Freeport Fields and Trails, a coalition of residents and business owners, plans to build a $3.3 million, multi-use complex off Hunter Road that would include a recreational lodge and trails for running, biking and cross-country skiing.
The Town Council voted unanimously in April to spend $2.3 million in surplus funds on the fields and trails project, and L.L. Bean announced in May that it will donate $500,000 to the project to celebrate its upcoming 100th anniversary in 2012.
Bernadette and Emmet Currie, retirees from Halifax, Nova Scotia, said they might stay longer in Freeport if recreational opportunities were better known and more accessible. In town last week, they typically stop to shop in Freeport on their way to Florida or when staying in other coastal communities, such as Rockland or Boothbay Harbor.
“You have to have a reason to stay longer than one night,” Bernadette Currie said.
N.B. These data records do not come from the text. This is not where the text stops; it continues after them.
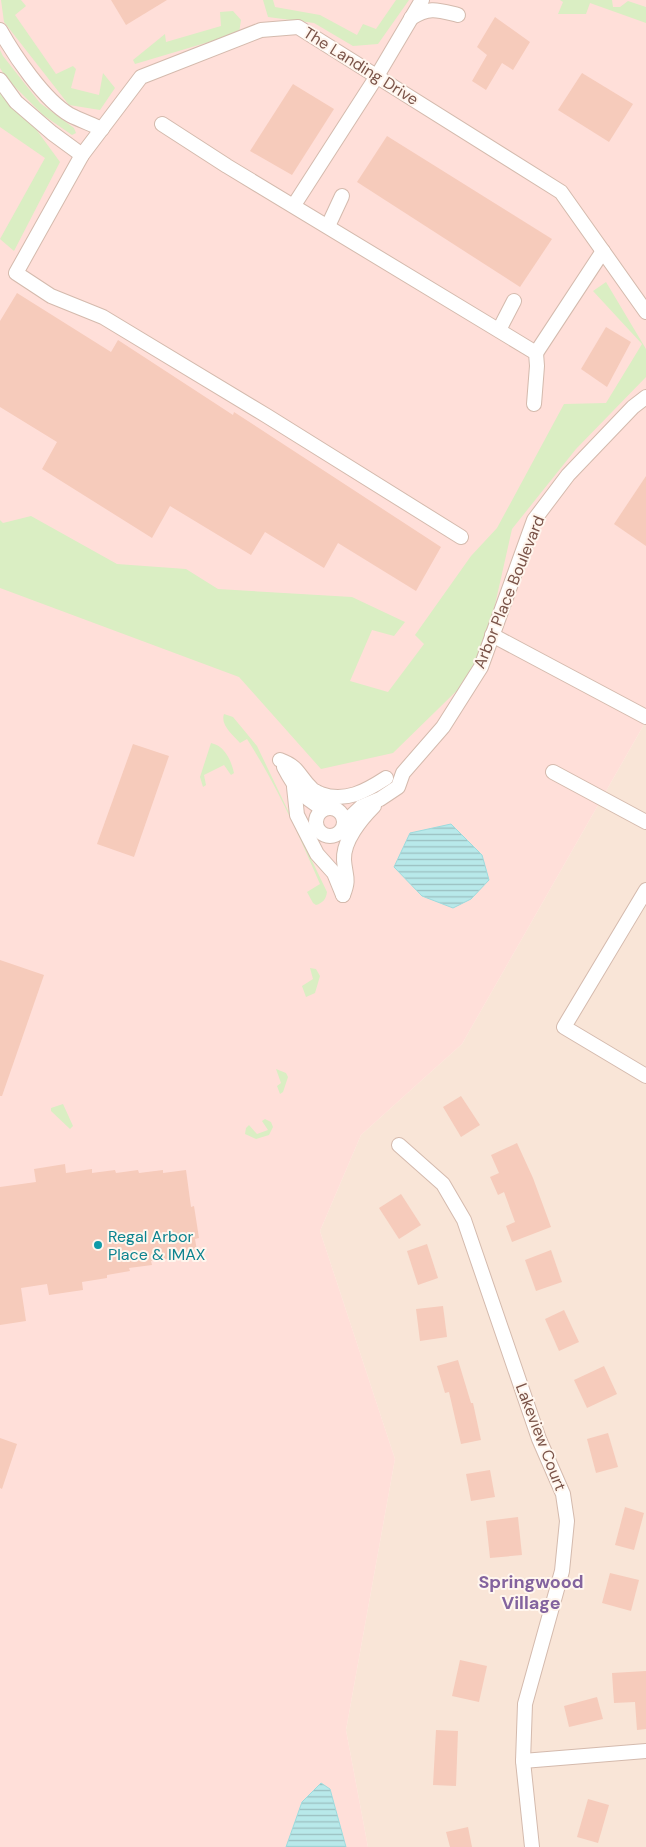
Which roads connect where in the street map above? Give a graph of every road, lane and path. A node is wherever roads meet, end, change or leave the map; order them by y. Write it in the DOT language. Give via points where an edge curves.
graph roads {
  1 [pos="422,0"];
  2 [pos="443,0"];
  3 [pos="410,18"];
  4 [pos="0,30"];
  5 [pos="377,76"];
  6 [pos="0,80"];
  7 [pos="162,124"];
  8 [pos="102,129"];
  9 [pos="82,155"];
  10 [pos="342,196"];
  11 [pos="294,205"];
  12 [pos="328,226"];
  13 [pos="603,251"];
  14 [pos="514,302"];
  15 [pos="646,312"];
  16 [pos="499,330"];
  17 [pos="536,353"];
  18 [pos="646,397"];
  19 [pos="534,404"];
  20 [pos="461,537"];
  21 [pos="492,635"];
  22 [pos="646,717"];
  23 [pos="554,772"];
  24 [pos="403,773"];
  25 [pos="386,778"];
  26 [pos="294,787"];
  27 [pos="380,799"];
  28 [pos="338,810"];
  29 [pos="297,815"];
  30 [pos="319,815"];
  31 [pos="646,822"];
  32 [pos="341,829"];
  33 [pos="322,834"];
  34 [pos="317,854"];
  35 [pos="334,873"];
  36 [pos="646,890"];
  37 [pos="646,1076"];
  38 [pos="399,1145"];
  39 [pos="646,1751"];
  40 [pos="523,1761"];
  41 [pos="532,1847"];
  1 -- 3 [label="street"];
  2 -- 3 [label="street" via="458,15 433,9"];
  3 -- 5 [label="street"];
  4 -- 8 [label="street" via="13,54 45,93 68,114"];
  5 -- 8 [label="street, The Landing Drive" via="298,27 261,30 141,77"];
  5 -- 11 [label="street"];
  5 -- 13 [label="street, The Landing Drive" via="561,192"];
  6 -- 9 [label="street" via="16,102"];
  7 -- 11 [label="street"];
  8 -- 9 [label="street, The Landing Drive"];
  9 -- 20 [label="street, The Landing Drive" via="16,274 51,296 111,322"];
  10 -- 12 [label="street"];
  11 -- 12 [label="street"];
  12 -- 16 [label="street"];
  13 -- 15 [label="street, The Landing Drive"];
  13 -- 17 [label="street"];
  14 -- 16 [label="street"];
  16 -- 17 [label="street"];
  17 -- 19 [label="street"];
  18 -- 21 [label="street, Arbor Place Boulevard" via="632,407 568,475 534,520"];
  21 -- 22 [label="street"];
  21 -- 24 [label="street, Arbor Place Boulevard" via="480,667 443,727"];
  23 -- 31 [label="street"];
  24 -- 25 [label="street"];
  24 -- 27 [label="street, Arbor Place Boulevard" via="398,786"];
  25 -- 26 [label="street" via="367,790 331,798 312,790 293,765 282,764"];
  25 -- 28 [label="street" via="374,792"];
  26 -- 29 [label="street"];
  26 -- 30 [label="street"];
  27 -- 32 [label="street, Arbor Place Boulevard" via="361,808"];
  27 -- 35 [label="street" via="352,833 344,858 347,884 343,895"];
  28 -- 30 [label="street" via="331,808"];
  28 -- 32 [label="street" via="343,815"];
  29 -- 30 [label="street"];
  29 -- 34 [label="street"];
  30 -- 33 [label="street" via="317,829"];
  32 -- 33 [label="street" via="330,837"];
  32 -- 35 [label="street"];
  33 -- 34 [label="street"];
  34 -- 35 [label="street"];
  36 -- 37 [label="street" via="564,1027"];
  38 -- 40 [label="street, Lakeview Court" via="443,1184 464,1220 539,1438 564,1494 567,1521 562,1571 525,1704"];
  39 -- 40 [label="street"];
  40 -- 41 [label="street, Lakeview Court"];
}
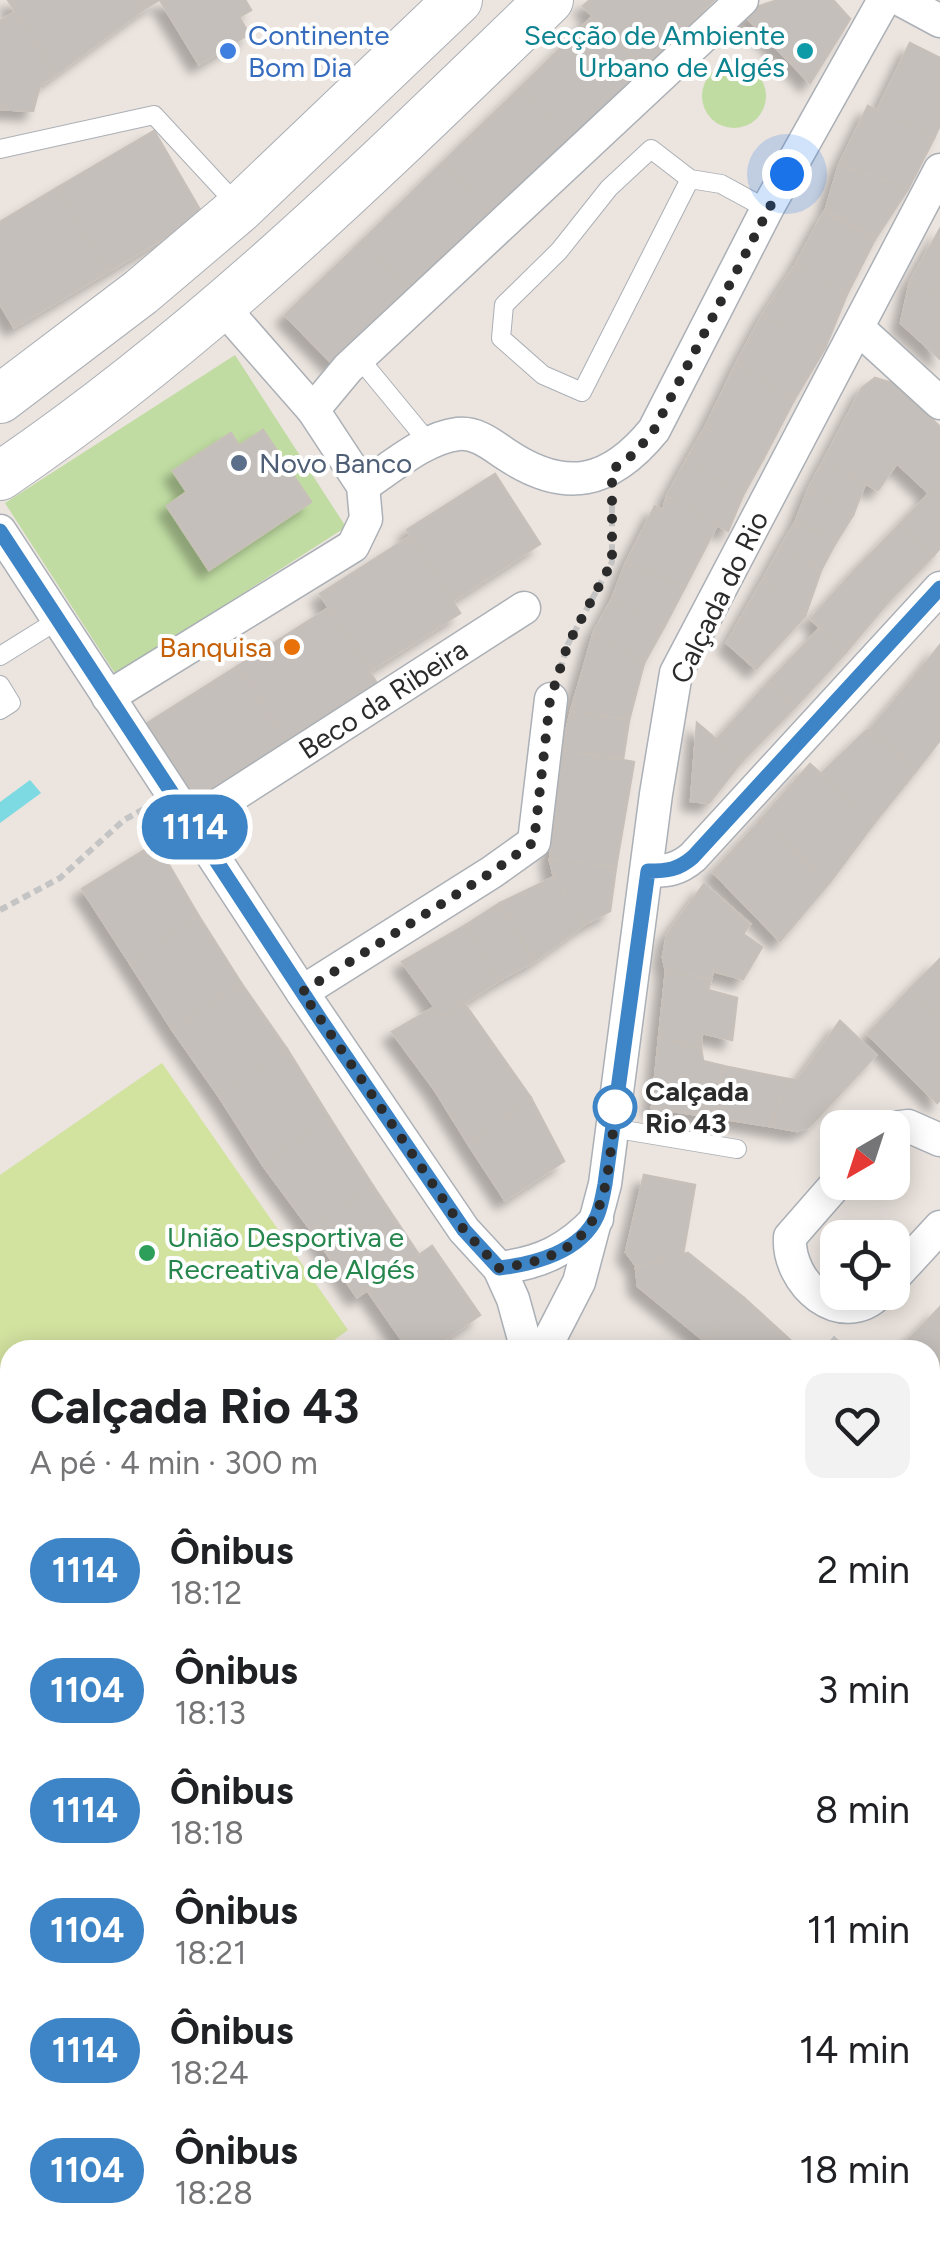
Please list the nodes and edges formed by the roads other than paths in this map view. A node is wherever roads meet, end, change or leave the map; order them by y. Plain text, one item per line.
1 (458, 0) edge
2 (549, 0) edge
3 (742, 0) edge
4 (884, 0) edge
5 (901, 0) edge
6 (940, 21) edge
7 (391, 65) junction
8 (436, 110) junction
9 (0, 149) edge
10 (940, 170) edge
11 (690, 178) junction
12 (240, 208) junction
13 (767, 209) junction
14 (221, 305) junction
15 (858, 328) junction
16 (358, 358) junction
17 (0, 399) edge
18 (940, 403) edge
19 (312, 410) junction
20 (429, 443) junction
21 (0, 476) edge
22 (363, 486) junction
23 (0, 531) edge
24 (940, 588) edge
25 (524, 608) dead end
26 (58, 620) junction
27 (0, 656) edge
28 (0, 685) edge
29 (108, 697) junction
30 (550, 700) road end
31 (0, 710) edge
32 (192, 822) junction
33 (648, 871) junction
34 (302, 992) junction
35 (910, 1127) edge
36 (612, 1128) junction
37 (940, 1140) edge
38 (736, 1150) dead end
39 (822, 1200) edge
40 (596, 1218) junction
41 (940, 1227) edge
42 (910, 1259) edge
43 (499, 1268) junction
44 (820, 1298) edge
45 (524, 1340) edge
46 (549, 1340) edge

Giuseppina Petrarca and Marinuccia Sanna, visitors from Sardinia, an island off the coast of Italy, said the town should promote its outdoor amenities, because they jibe with the regional emphasis on the environment and locally grown produce.
“It’s a nice place,” Petrarca said of Freeport. “Everything is so clean and green.”
But with only a few days to spend in Maine, they were traveling on to Boothbay, Camden and Bar Harbor.
To make it easier to get around town, community leaders are talking about launching a shuttle service when the Downeaster train starts running from Portland to Brunswick, with a stop in Freeport, in the fall of 2012, said Sande Updegraph, executive director of the Freeport Economic Development Corp.
The shuttle would serve the train depot and village area, as well as hotels and businesses along Lower Main Street and Route 1 South.
The town has nearly 800 hotel, motel and bed-and-breakfast rooms and 475 camping sites.
“We want people to come to Freeport and stay for a while,” Updegraph said.